DATA SECTION Block Start

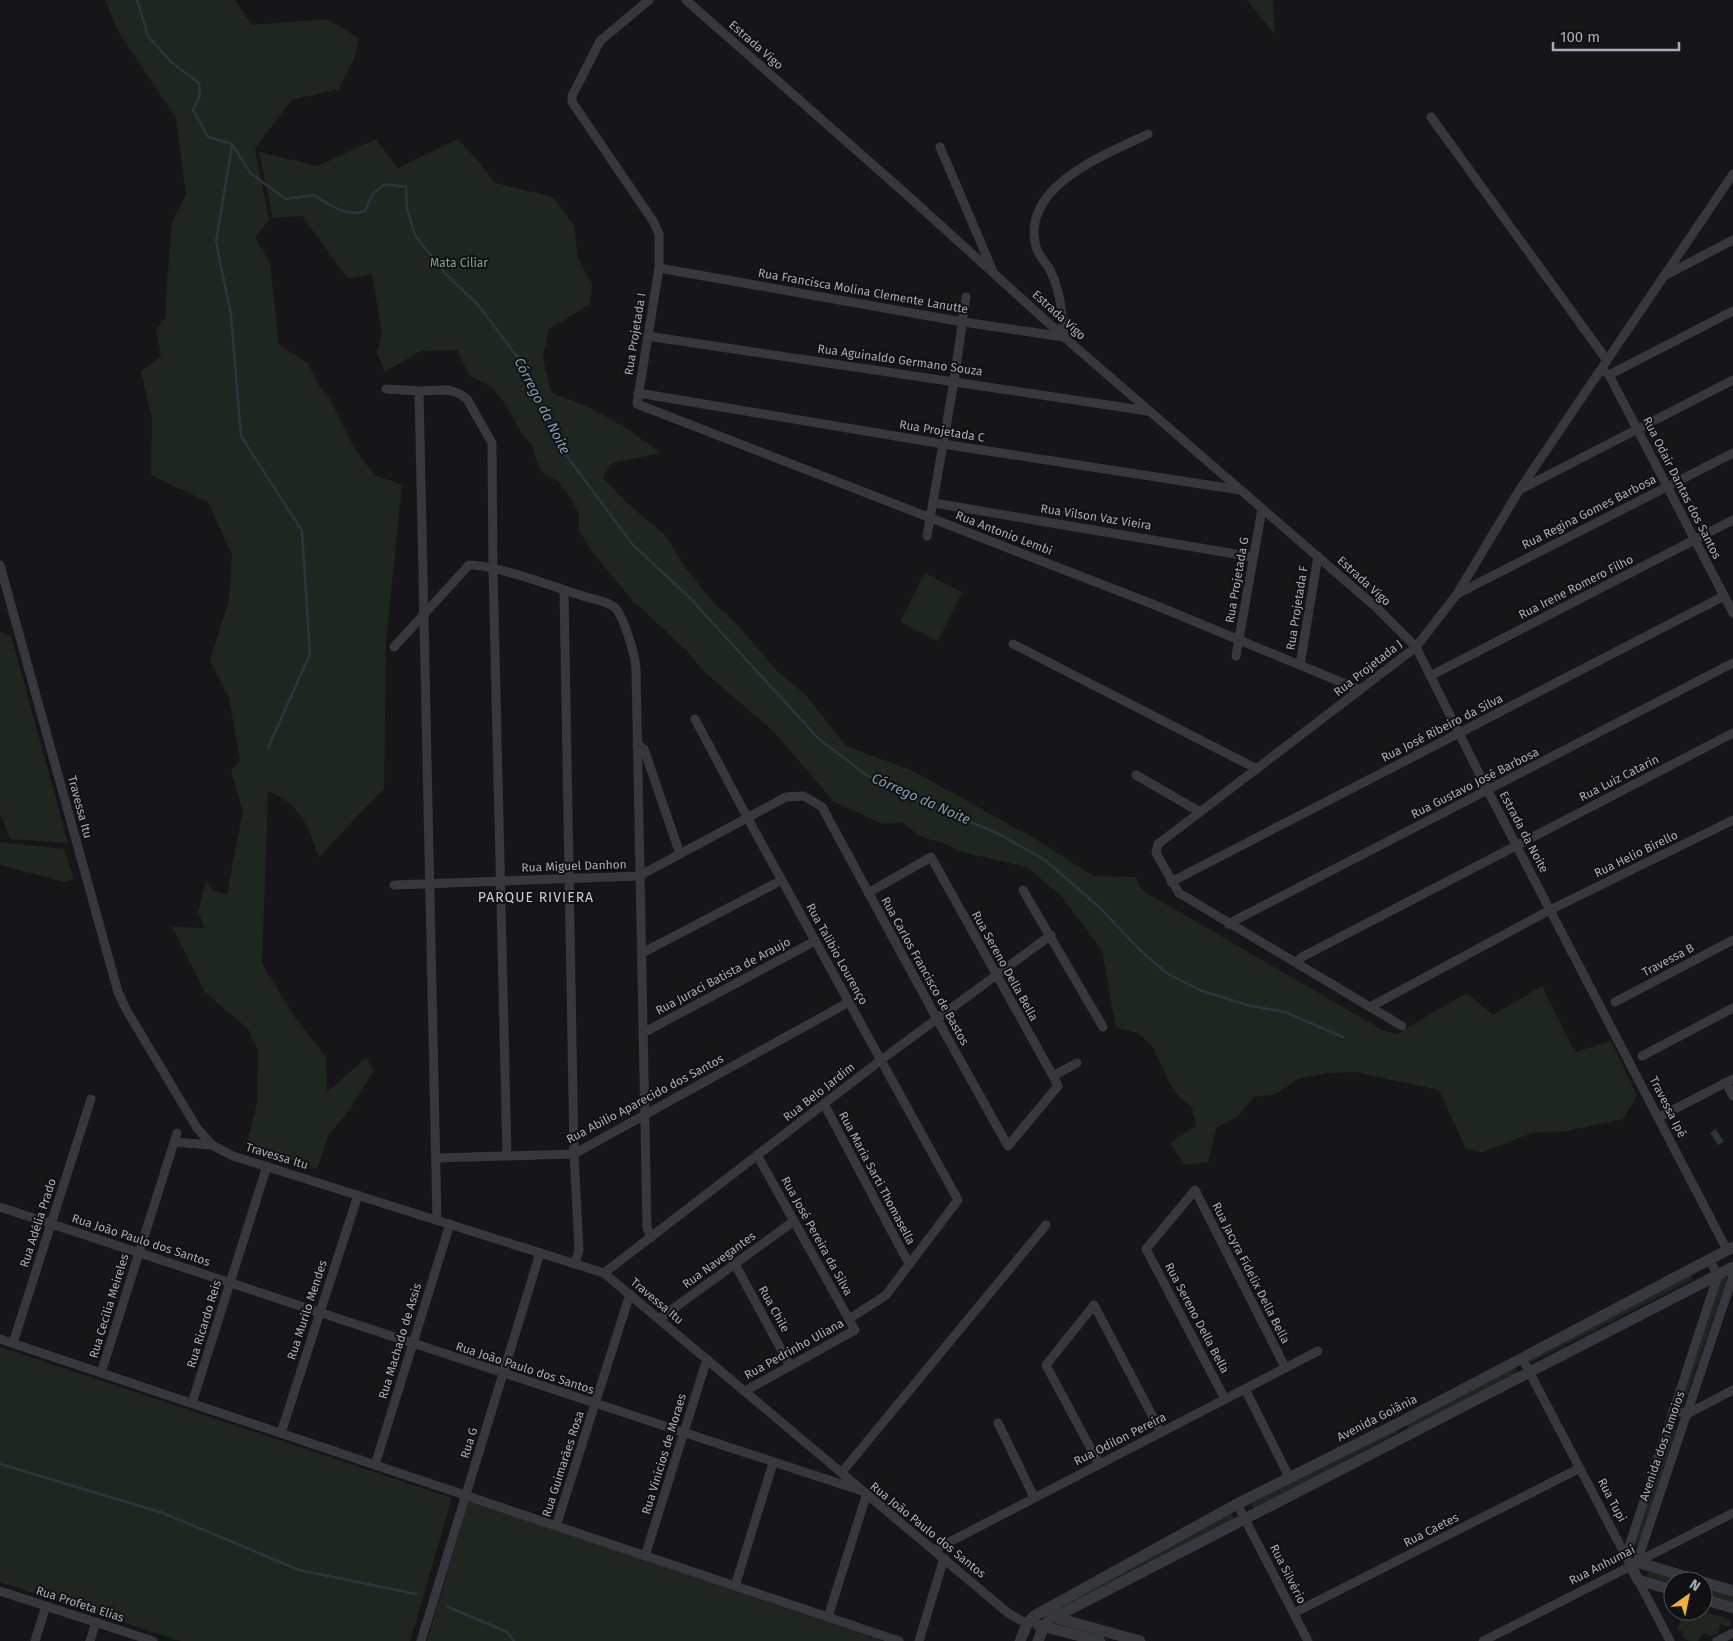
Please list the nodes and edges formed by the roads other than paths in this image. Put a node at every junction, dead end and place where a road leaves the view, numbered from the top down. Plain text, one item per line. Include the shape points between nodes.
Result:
1 (649, 0) edge
2 (686, 0) edge
3 (1431, 117) dead end
4 (1148, 134) dead end
5 (940, 147) dead end
6 (1733, 174) edge
7 (1733, 240) edge
8 (659, 268) junction
9 (993, 272) junction
10 (1662, 278) junction
11 (966, 297) dead end
12 (1733, 310) edge
13 (963, 322) junction
14 (647, 336) junction
15 (1064, 337) junction
16 (1606, 359) junction
17 (1600, 369) junction
18 (1609, 376) junction
19 (954, 380) junction
20 (1733, 380) edge
21 (386, 389) dead end
22 (419, 391) junction
23 (638, 393) junction
24 (669, 400) junction
25 (637, 404) joint
26 (1148, 411) junction
27 (666, 416) junction
28 (1638, 429) junction
29 (943, 444) junction
30 (1733, 453) edge
31 (1668, 486) junction
32 (1520, 489) junction
33 (1242, 490) junction
34 (934, 502) junction
35 (1262, 509) junction
36 (931, 518) junction
37 (1733, 520) edge
38 (927, 536) dead end
39 (1695, 539) junction
40 (1318, 556) junction
41 (1253, 557) junction
42 (0, 565) edge
43 (493, 569) junction
44 (564, 590) junction
45 (1457, 594) junction
46 (1724, 596) junction
47 (1733, 612) edge
48 (425, 613) junction
49 (1239, 640) junction
50 (1013, 644) dead end
51 (1416, 646) junction
52 (394, 647) dead end
53 (1236, 656) dead end
54 (1733, 662) edge
55 (1300, 665) junction
56 (1430, 676) junction
57 (1360, 690) junction
58 (695, 719) dead end
59 (1459, 733) junction
60 (1733, 733) edge
61 (637, 744) junction
62 (1257, 769) junction
63 (1136, 774) dead end
64 (1488, 791) junction
65 (822, 807) joint
66 (1200, 812) junction
67 (747, 817) junction
68 (1733, 820) edge
69 (1517, 845) junction
70 (680, 854) junction
71 (639, 876) junction
72 (568, 879) junction
73 (782, 880) junction
74 (500, 881) junction
75 (1171, 882) junction
76 (430, 884) junction
77 (394, 885) dead end
78 (1023, 890) dead end
79 (868, 892) junction
80 (1550, 910) junction
81 (1228, 924) junction
82 (1051, 935) junction
83 (1733, 940) edge
84 (815, 941) junction
85 (642, 953) junction
86 (1296, 964) junction
87 (995, 975) junction
88 (1586, 975) joint
89 (849, 1002) junction
90 (1615, 1002) dead end
91 (1370, 1007) junction
92 (1733, 1008) edge
93 (937, 1019) junction
94 (1402, 1026) dead end
95 (1103, 1027) dead end
96 (643, 1033) junction
97 (1642, 1056) dead end
98 (881, 1060) junction
99 (1077, 1063) dead end
100 (1053, 1076) junction
101 (1730, 1081) edge
102 (1058, 1086) joint
103 (1733, 1096) edge
104 (92, 1099) dead end
105 (824, 1104) junction
106 (645, 1116) junction
107 (1659, 1117) junction
108 (177, 1132) dead end
109 (174, 1142) junction
110 (212, 1145) junction
111 (574, 1154) junction
112 (757, 1155) junction
113 (507, 1156) junction
114 (436, 1158) junction
115 (267, 1166) junction
116 (1195, 1190) joint
117 (358, 1195) junction
118 (0, 1207) edge
119 (437, 1220) junction
120 (794, 1222) junction
121 (50, 1223) junction
122 (450, 1224) junction
123 (1046, 1225) dead end
124 (650, 1238) junction
125 (138, 1252) junction
126 (1731, 1252) edge
127 (540, 1253) junction
128 (1709, 1260) junction
129 (575, 1264) junction
130 (735, 1264) junction
131 (909, 1264) junction
132 (1733, 1267) edge
133 (604, 1273) junction
134 (1718, 1275) junction
135 (1733, 1276) edge
136 (229, 1283) junction
137 (630, 1294) junction
138 (320, 1313) junction
139 (659, 1319) junction
140 (849, 1319) junction
141 (855, 1330) joint
142 (0, 1339) edge
143 (13, 1343) junction
144 (411, 1343) junction
145 (1318, 1351) dead end
146 (1522, 1358) junction
147 (707, 1359) junction
148 (790, 1366) junction
149 (1286, 1367) junction
150 (1529, 1372) junction
151 (101, 1373) junction
152 (503, 1374) junction
153 (1244, 1389) junction
154 (1733, 1390) edge
155 (745, 1391) junction
156 (1225, 1398) junction
157 (192, 1403) junction
158 (595, 1404) junction
159 (1673, 1410) junction
160 (1688, 1414) junction
161 (1401, 1422) junction
162 (998, 1423) dead end
163 (1161, 1432) junction
164 (281, 1433) junction
165 (684, 1434) junction
166 (1408, 1435) junction
167 (773, 1463) junction
168 (1099, 1464) junction
169 (375, 1465) junction
170 (1580, 1468) junction
171 (842, 1472) junction
172 (1289, 1478) junction
173 (867, 1493) junction
174 (465, 1496) junction
175 (1034, 1497) junction
176 (1237, 1504) junction
177 (1733, 1513) edge
178 (1246, 1519) junction
179 (556, 1526) junction
180 (934, 1550) junction
181 (645, 1556) junction
182 (944, 1558) junction
183 (1631, 1561) junction
184 (1666, 1571) edge
185 (1638, 1580) junction
186 (1713, 1585) edge
187 (734, 1586) junction
188 (1663, 1587) edge
189 (0, 1591) edge
190 (1733, 1591) edge
191 (1713, 1602) edge
192 (46, 1606) junction
193 (1074, 1607) junction
194 (1733, 1608) edge
195 (1294, 1613) junction
196 (828, 1617) junction
197 (1055, 1617) junction
198 (1030, 1620) junction
199 (96, 1622) junction
200 (1081, 1623) junction
201 (1044, 1626) junction
202 (1733, 1633) edge
203 (149, 1640) edge
204 (35, 1641) edge
205 (90, 1641) edge
206 (421, 1641) edge
207 (899, 1641) edge
208 (919, 1641) edge
209 (1020, 1641) edge
210 (1038, 1641) edge
211 (1100, 1641) edge
212 (1140, 1641) edge
213 (1308, 1641) edge
214 (1483, 1641) edge
215 (1670, 1641) edge
216 (1717, 1641) edge

1 - 8 street, Rua Projetada I via 600,41 572,96 572,102 653,221 659,234
2 - 9 street, Estrada Vigo
3 - 16 street
4 - 15 street via 1090,162 1048,193 1039,208 1034,230 1036,248 1061,299
5 - 9 street
6 - 10 street, Rua Projetada J
7 - 10 street
8 - 13 street, Rua Francisca Molina Clemente Lanutte
8 - 14 street, Rua Projetada I
9 - 15 street, Estrada Vigo
10 - 16 street, Rua Projetada J
11 - 13 street
12 - 18 street
13 - 15 street, Rua Francisca Molina Clemente Lanutte
13 - 19 street
14 - 19 street, Rua Aguinaldo Germano Souza
14 - 23 street, Rua Projetada I
15 - 26 street, Estrada Vigo
16 - 17 street, Rua Projetada J
17 - 18 street
17 - 32 street, Rua Projetada J
18 - 28 street, Rua Odair Dantas dos Santos
19 - 26 street, Rua Aguinaldo Germano Souza
19 - 29 street
20 - 28 street
21 - 22 street
22 - 43 street via 448,390 467,399 492,443
22 - 48 street
23 - 24 street, Rua Projetada C
23 - 25 street, Rua Projetada I
24 - 27 street
24 - 29 street, Rua Projetada C
25 - 27 street, Rua Antonio Lembi
26 - 33 street, Estrada Vigo
27 - 36 street, Rua Antonio Lembi
28 - 31 street, Rua Odair Dantas dos Santos
28 - 32 street
29 - 33 street, Rua Projetada C
29 - 34 street
30 - 31 street, Rua Regina Gomes Barbosa
31 - 39 street, Rua Odair Dantas dos Santos
31 - 45 street, Rua Regina Gomes Barbosa
32 - 45 street, Rua Projetada J
33 - 35 street, Estrada Vigo
34 - 36 street
34 - 41 street, Rua Vilson Vaz Vieira
35 - 40 street, Estrada Vigo
35 - 41 street, Rua Projetada G
36 - 38 street
36 - 49 street, Rua Antonio Lembi
37 - 39 street, Rua Irene Romero Filho
39 - 46 street, Rua Odair Dantas dos Santos
39 - 56 street, Rua Irene Romero Filho
40 - 51 street, Estrada Vigo
40 - 55 street, Rua Projetada F
41 - 49 street, Rua Projetada G
42 - 110 street, Travessa Itu via 118,992 197,1128
43 - 44 street
43 - 48 street via 469,565
43 - 74 street
44 - 61 street via 614,606 619,613 636,661
44 - 72 street
45 - 51 street, Rua Projetada J
46 - 47 street, Rua Odair Dantas dos Santos
46 - 59 street, Rua José Ribeiro da Silva
48 - 52 street
48 - 76 street
49 - 53 street, Rua Projetada G
49 - 55 street, Rua Antonio Lembi
50 - 62 street
51 - 56 street, Estrada da Noite
51 - 57 street, Rua Projetada J
54 - 64 street, Rua Gustavo José Barbosa
55 - 57 street, Rua Antonio Lembi
56 - 59 street, Estrada da Noite
57 - 62 street, Rua Projetada J
58 - 67 street, Rua Talibio Lourenço
59 - 64 street, Estrada da Noite
59 - 75 street, Rua José Ribeiro da Silva
60 - 69 street, Rua Luiz Catarin
61 - 70 street via 644,749
61 - 71 street
62 - 66 street, Rua Projetada J
63 - 66 street
64 - 69 street, Estrada da Noite
64 - 81 street, Rua Gustavo José Barbosa
65 - 67 street, Rua Miguel Danhon via 804,796 786,797
65 - 79 street, Rua Carlos Francisco de Bastos
66 - 75 street, Rua Projetada J via 1158,844 1156,853
67 - 70 street, Rua Miguel Danhon
67 - 73 street, Rua Talibio Lourenço
68 - 80 street, Rua Helio Birello
69 - 80 street, Estrada da Noite
69 - 86 street, Rua Luiz Catarin via 1302,956
70 - 71 street, Rua Miguel Danhon
71 - 72 street, Rua Miguel Danhon
71 - 85 street
72 - 74 street, Rua Miguel Danhon
72 - 111 street
73 - 84 street, Rua Talibio Lourenço
73 - 85 street
74 - 76 street, Rua Miguel Danhon
74 - 113 street
75 - 81 street, Rua Projetada J via 1179,893
76 - 77 street, Rua Miguel Danhon
76 - 114 street
78 - 82 street
79 - 87 street, Rua Sereno Della Bella via 932,857
79 - 93 street, Rua Carlos Francisco de Bastos
80 - 88 street, Estrada da Noite
80 - 91 street, Rua Helio Birello
81 - 86 street, Rua Projetada J
82 - 87 street, Rua Belo Jardim
82 - 95 street
83 - 90 street, Travessa B
84 - 89 street, Rua Talibio Lourenço
84 - 96 street, Rua Juraci Batista de Araujo
85 - 96 street
86 - 91 street, Rua Projetada J
87 - 93 street, Rua Belo Jardim
87 - 100 street, Rua Sereno Della Bella
88 - 107 street, Travessa Ipê
89 - 98 street, Rua Talibio Lourenço
89 - 106 street, Rua Abilio Aparecido dos Santos
91 - 94 street, Rua Projetada J
92 - 97 street
93 - 98 street, Rua Belo Jardim
93 - 102 street, Rua Carlos Francisco de Bastos via 1008,1146
96 - 106 street
98 - 105 street, Rua Belo Jardim
98 - 131 street, Rua Talibio Lourenço via 958,1200
99 - 100 street
100 - 102 street, Rua Sereno Della Bella
101 - 103 street
101 - 107 street
104 - 121 street, Rua Adélia Prado
105 - 112 street, Rua Belo Jardim
105 - 131 street, Rua Maria Sarti Thomasella
106 - 111 street, Rua Abilio Aparecido dos Santos
106 - 124 street via 647,1228
107 - 126 street, Travessa Ipê
108 - 109 street, Rua Cecília Meireles
109 - 110 street
109 - 125 street, Rua Cecília Meireles
110 - 115 street, Travessa Itu
111 - 113 street, Rua Abilio Aparecido dos Santos
111 - 129 street via 579,1250
112 - 120 street, Rua José Pereira da Silva
112 - 124 street, Rua Belo Jardim
113 - 114 street, Rua Abilio Aparecido dos Santos
114 - 119 street
115 - 117 street, Travessa Itu
115 - 136 street, Rua Ricardo Reis
116 - 149 street, Rua Jacyra Fidelix Della Bella
116 - 156 street, Rua Sereno Della Bella via 1146,1248
117 - 119 street, Travessa Itu
117 - 138 street, Rua Murilo Mendes
118 - 121 street, Rua João Paulo dos Santos
119 - 122 street, Travessa Itu
120 - 130 street, Rua Navegantes
120 - 140 street, Rua José Pereira da Silva
121 - 125 street, Rua João Paulo dos Santos
121 - 143 street, Rua Adélia Prado
122 - 127 street, Travessa Itu
122 - 144 street, Rua Machado de Assis
123 - 171 street
124 - 133 street, Rua Belo Jardim
125 - 136 street, Rua João Paulo dos Santos
125 - 151 street, Rua Cecília Meireles
126 - 128 street, Avenida Goiânia
127 - 129 street, Travessa Itu
127 - 152 street, Rua G
128 - 134 street
128 - 146 street, Avenida Goiânia
129 - 133 street, Travessa Itu
130 - 139 street, Rua Navegantes
130 - 148 street, Rua Chile
131 - 140 street via 880,1301
132 - 134 street
133 - 137 street, Travessa Itu
134 - 150 street
134 - 159 street, Avenida dos Tamoios
135 - 160 street, Avenida dos Tamoios
136 - 138 street, Rua João Paulo dos Santos
136 - 157 street, Rua Ricardo Reis
137 - 139 street, Travessa Itu
137 - 158 street, Rua Guimarães Rosa
138 - 144 street, Rua João Paulo dos Santos
138 - 164 street, Rua Murilo Mendes
139 - 147 street, Travessa Itu
140 - 141 street, Rua José Pereira da Silva
141 - 148 street, Rua Pedrinho Uliana
142 - 143 street
143 - 151 street
144 - 152 street, Rua João Paulo dos Santos
144 - 169 street, Rua Machado de Assis
145 - 149 street, Rua Odilon Pereira
146 - 150 street, Rua Tupi
146 - 161 street, Avenida Goiânia
147 - 155 street, Travessa Itu
147 - 165 street, Rua Vinícios de Moraes
148 - 155 street, Rua Pedrinho Uliana
149 - 153 street, Rua Odilon Pereira
150 - 166 street
150 - 170 street, Rua Tupi
151 - 157 street
152 - 158 street, Rua João Paulo dos Santos
152 - 174 street, Rua G
153 - 156 street, Rua Odilon Pereira
153 - 172 street
154 - 160 street
155 - 171 street, Travessa Itu
156 - 163 street, Rua Odilon Pereira
157 - 164 street
158 - 165 street, Rua João Paulo dos Santos
158 - 179 street, Rua Guimarães Rosa
159 - 160 street
159 - 183 street, Avenida dos Tamoios
160 - 183 street, Avenida dos Tamoios
161 - 166 street
161 - 172 street, Avenida Goiânia
162 - 175 street
163 - 168 street, Rua Odilon Pereira
163 - 168 street via 1094,1305 1046,1365
164 - 169 street
165 - 167 street, Rua João Paulo dos Santos
165 - 181 street, Rua Vinícios de Moraes
166 - 178 street
167 - 173 street, Rua João Paulo dos Santos
167 - 187 street
168 - 175 street, Rua Odilon Pereira
169 - 174 street
170 - 183 street, Rua Tupi
170 - 195 street, Rua Caetes
171 - 173 street, Travessa Itu
172 - 176 street, Avenida Goiânia
173 - 180 street, Rua João Paulo dos Santos
173 - 196 street
174 - 179 street
174 - 206 street, Rua G
175 - 180 street, Rua Odilon Pereira
176 - 178 street, Rua Silvério
176 - 198 street, Avenida Goiânia
177 - 183 street, Rua Anhumai
178 - 193 street
178 - 195 street, Rua Silvério
179 - 181 street
180 - 182 street, Rua João Paulo dos Santos
181 - 187 street
182 - 198 street, Rua João Paulo dos Santos via 1008,1613
182 - 208 street
183 - 184 street
183 - 185 street, Rua Tupi
183 - 214 street, Rua Anhumai
185 - 188 street
185 - 215 street, Rua Tupi
186 - 190 street
187 - 196 street
189 - 192 street, Rua Profeta Elias
191 - 194 street
192 - 199 street, Rua Profeta Elias
192 - 204 street
193 - 197 street
193 - 200 street
195 - 213 street, Rua Silvério
196 - 207 street
197 - 198 street
197 - 200 street
197 - 201 street
198 - 201 street
198 - 209 street
199 - 203 street, Rua Profeta Elias
199 - 205 street
200 - 212 street
201 - 210 street
201 - 211 street
202 - 216 street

DATA SECTION Block End

**EXERCISE OBJECTIVE**
Sift the data above for lines with "Odilon", then copy each one.

**SOLUTION**
145 - 149 street, Rua Odilon Pereira
149 - 153 street, Rua Odilon Pereira
153 - 156 street, Rua Odilon Pereira
156 - 163 street, Rua Odilon Pereira
163 - 168 street, Rua Odilon Pereira
168 - 175 street, Rua Odilon Pereira
175 - 180 street, Rua Odilon Pereira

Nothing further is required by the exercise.